SUPPLIED MATERIAL -
-- Opening Marker --
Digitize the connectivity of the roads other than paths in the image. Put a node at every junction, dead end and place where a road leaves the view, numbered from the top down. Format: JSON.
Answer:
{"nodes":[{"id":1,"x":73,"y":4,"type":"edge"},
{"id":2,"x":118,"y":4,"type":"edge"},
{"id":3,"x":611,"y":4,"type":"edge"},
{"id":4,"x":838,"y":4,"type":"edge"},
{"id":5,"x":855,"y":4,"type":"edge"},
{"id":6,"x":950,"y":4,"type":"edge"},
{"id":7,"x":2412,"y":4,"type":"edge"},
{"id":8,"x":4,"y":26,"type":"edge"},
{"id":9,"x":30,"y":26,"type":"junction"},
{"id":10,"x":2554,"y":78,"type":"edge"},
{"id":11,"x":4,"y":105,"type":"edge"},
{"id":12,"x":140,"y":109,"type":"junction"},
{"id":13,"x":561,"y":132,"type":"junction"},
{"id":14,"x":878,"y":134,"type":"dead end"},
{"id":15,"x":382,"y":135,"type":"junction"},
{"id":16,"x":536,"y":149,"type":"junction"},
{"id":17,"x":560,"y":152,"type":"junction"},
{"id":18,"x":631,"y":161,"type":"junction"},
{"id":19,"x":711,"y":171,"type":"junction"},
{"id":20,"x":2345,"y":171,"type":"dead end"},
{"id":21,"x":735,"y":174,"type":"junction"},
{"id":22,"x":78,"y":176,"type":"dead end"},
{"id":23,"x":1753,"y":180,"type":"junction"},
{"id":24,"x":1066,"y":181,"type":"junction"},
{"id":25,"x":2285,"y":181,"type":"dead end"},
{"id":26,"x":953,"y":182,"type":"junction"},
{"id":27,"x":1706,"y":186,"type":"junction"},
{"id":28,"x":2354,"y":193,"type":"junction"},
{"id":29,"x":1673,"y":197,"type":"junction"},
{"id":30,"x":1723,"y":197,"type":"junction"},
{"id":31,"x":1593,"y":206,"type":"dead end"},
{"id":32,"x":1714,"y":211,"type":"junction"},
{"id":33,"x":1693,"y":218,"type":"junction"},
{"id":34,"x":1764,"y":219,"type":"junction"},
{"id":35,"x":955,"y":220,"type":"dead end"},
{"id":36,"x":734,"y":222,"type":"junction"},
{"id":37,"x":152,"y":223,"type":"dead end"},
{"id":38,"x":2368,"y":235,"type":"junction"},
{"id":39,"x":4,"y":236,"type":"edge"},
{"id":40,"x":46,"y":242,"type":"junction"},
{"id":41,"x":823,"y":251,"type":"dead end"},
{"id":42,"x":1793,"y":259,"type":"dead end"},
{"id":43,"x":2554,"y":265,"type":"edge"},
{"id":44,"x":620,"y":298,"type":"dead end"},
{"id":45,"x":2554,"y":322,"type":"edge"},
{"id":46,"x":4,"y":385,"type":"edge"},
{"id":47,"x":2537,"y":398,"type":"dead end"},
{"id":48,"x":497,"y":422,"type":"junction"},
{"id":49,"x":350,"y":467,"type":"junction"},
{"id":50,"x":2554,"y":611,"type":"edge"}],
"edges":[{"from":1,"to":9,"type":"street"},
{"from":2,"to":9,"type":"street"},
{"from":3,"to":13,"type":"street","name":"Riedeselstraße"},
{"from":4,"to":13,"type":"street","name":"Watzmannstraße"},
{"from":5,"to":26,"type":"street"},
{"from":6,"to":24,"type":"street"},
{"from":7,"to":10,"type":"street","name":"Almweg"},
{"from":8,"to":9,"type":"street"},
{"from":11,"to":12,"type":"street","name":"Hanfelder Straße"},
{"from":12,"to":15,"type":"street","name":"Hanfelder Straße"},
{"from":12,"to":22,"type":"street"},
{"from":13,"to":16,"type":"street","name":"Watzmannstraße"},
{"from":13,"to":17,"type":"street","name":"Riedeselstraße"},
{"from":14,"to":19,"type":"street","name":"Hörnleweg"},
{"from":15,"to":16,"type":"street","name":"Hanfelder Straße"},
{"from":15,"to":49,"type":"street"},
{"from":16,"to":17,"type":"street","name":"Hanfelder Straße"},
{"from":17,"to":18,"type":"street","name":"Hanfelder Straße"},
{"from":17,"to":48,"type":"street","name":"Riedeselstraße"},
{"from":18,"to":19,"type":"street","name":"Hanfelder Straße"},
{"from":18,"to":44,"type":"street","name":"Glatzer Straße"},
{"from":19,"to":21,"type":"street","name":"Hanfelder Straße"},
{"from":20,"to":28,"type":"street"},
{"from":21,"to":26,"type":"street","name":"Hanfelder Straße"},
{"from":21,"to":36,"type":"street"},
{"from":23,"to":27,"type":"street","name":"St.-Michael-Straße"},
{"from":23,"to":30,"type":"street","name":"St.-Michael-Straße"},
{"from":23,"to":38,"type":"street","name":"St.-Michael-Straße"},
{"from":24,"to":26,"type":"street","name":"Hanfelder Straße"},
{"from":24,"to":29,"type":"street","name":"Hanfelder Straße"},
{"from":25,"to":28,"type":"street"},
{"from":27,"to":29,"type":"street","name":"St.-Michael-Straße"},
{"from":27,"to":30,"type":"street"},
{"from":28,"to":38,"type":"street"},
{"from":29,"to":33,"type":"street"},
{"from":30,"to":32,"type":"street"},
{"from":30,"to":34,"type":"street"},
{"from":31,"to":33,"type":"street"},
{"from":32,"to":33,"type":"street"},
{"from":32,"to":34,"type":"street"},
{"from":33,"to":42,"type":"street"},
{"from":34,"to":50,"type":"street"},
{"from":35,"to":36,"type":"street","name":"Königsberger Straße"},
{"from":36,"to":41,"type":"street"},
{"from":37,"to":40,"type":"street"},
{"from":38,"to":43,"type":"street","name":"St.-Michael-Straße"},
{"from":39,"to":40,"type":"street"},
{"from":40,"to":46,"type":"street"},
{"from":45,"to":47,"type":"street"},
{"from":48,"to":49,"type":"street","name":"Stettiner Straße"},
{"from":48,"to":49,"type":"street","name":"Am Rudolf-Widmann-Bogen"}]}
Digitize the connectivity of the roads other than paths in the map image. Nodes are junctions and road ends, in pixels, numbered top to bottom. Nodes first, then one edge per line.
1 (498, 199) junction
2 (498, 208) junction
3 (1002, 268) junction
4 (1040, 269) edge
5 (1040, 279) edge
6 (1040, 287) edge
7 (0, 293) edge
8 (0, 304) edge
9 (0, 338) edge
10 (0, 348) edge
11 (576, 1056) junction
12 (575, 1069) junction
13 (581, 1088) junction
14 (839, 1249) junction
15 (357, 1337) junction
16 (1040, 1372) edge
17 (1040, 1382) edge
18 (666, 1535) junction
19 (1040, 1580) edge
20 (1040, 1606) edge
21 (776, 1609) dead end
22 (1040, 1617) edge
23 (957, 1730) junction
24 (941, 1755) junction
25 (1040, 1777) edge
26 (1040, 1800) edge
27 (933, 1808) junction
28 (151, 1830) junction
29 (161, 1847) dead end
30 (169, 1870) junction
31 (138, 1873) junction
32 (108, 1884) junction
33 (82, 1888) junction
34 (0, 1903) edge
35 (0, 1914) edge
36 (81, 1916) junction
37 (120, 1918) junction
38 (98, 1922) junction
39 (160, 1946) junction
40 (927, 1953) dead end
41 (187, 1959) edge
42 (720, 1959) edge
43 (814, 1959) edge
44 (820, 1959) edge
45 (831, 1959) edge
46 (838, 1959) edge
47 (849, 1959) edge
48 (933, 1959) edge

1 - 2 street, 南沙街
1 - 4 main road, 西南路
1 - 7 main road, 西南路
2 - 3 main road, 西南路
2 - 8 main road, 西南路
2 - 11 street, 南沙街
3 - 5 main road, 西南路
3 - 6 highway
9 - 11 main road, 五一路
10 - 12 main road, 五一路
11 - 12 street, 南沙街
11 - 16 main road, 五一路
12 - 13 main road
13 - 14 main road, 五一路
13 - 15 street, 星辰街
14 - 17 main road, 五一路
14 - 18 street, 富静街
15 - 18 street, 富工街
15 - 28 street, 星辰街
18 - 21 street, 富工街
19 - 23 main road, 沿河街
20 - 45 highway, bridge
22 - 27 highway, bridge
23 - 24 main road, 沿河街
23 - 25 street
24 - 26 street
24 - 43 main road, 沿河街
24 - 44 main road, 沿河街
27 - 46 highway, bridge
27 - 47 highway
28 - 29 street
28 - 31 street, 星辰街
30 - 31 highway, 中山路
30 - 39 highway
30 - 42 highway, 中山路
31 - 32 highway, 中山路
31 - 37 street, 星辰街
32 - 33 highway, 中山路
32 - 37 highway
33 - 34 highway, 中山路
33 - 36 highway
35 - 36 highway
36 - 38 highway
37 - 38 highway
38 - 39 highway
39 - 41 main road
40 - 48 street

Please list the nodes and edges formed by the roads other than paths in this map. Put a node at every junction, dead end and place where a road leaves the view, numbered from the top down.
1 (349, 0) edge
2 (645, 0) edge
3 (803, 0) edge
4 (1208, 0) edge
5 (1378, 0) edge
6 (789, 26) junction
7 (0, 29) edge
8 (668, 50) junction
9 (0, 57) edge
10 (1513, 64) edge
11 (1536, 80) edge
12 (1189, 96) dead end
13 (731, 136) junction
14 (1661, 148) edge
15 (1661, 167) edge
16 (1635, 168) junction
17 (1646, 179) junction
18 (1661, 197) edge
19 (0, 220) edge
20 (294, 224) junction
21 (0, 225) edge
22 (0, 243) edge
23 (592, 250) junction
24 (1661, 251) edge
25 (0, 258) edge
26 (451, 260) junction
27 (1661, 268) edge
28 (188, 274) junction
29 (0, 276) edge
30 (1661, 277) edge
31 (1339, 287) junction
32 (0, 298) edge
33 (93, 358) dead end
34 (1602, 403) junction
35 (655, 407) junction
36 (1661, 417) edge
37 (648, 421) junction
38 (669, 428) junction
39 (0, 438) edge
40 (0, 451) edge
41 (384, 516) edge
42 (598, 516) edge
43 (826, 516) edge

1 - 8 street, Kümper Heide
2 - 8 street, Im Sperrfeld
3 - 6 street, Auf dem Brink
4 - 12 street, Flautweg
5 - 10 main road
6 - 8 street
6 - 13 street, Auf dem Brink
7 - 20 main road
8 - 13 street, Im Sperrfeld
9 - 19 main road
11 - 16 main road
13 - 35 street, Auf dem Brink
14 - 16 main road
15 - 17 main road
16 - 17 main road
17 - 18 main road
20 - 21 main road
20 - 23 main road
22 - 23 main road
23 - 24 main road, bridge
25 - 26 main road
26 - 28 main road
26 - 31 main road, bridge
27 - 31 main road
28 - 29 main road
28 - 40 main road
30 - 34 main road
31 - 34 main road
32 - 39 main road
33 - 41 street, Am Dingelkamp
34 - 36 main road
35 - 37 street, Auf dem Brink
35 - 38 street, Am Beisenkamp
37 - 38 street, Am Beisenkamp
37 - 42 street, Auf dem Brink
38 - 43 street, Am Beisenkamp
-- Closing Marker --
WORK ORDER - Scan the material above for the word "than". Copy each line where it occurs.

WRITTEN SOLUTION -
Digitize the connectivity of the roads other than paths in the image. Put a node at every junction, dead end and place where a road leaves the view, numbered from the top down. Format: JSON.
Digitize the connectivity of the roads other than paths in the map image. Nodes are junctions and road ends, in pixels, numbered top to bottom. Nodes first, then one edge per line.
Please list the nodes and edges formed by the roads other than paths in this map. Put a node at every junction, dead end and place where a road leaves the view, numbered from the top down.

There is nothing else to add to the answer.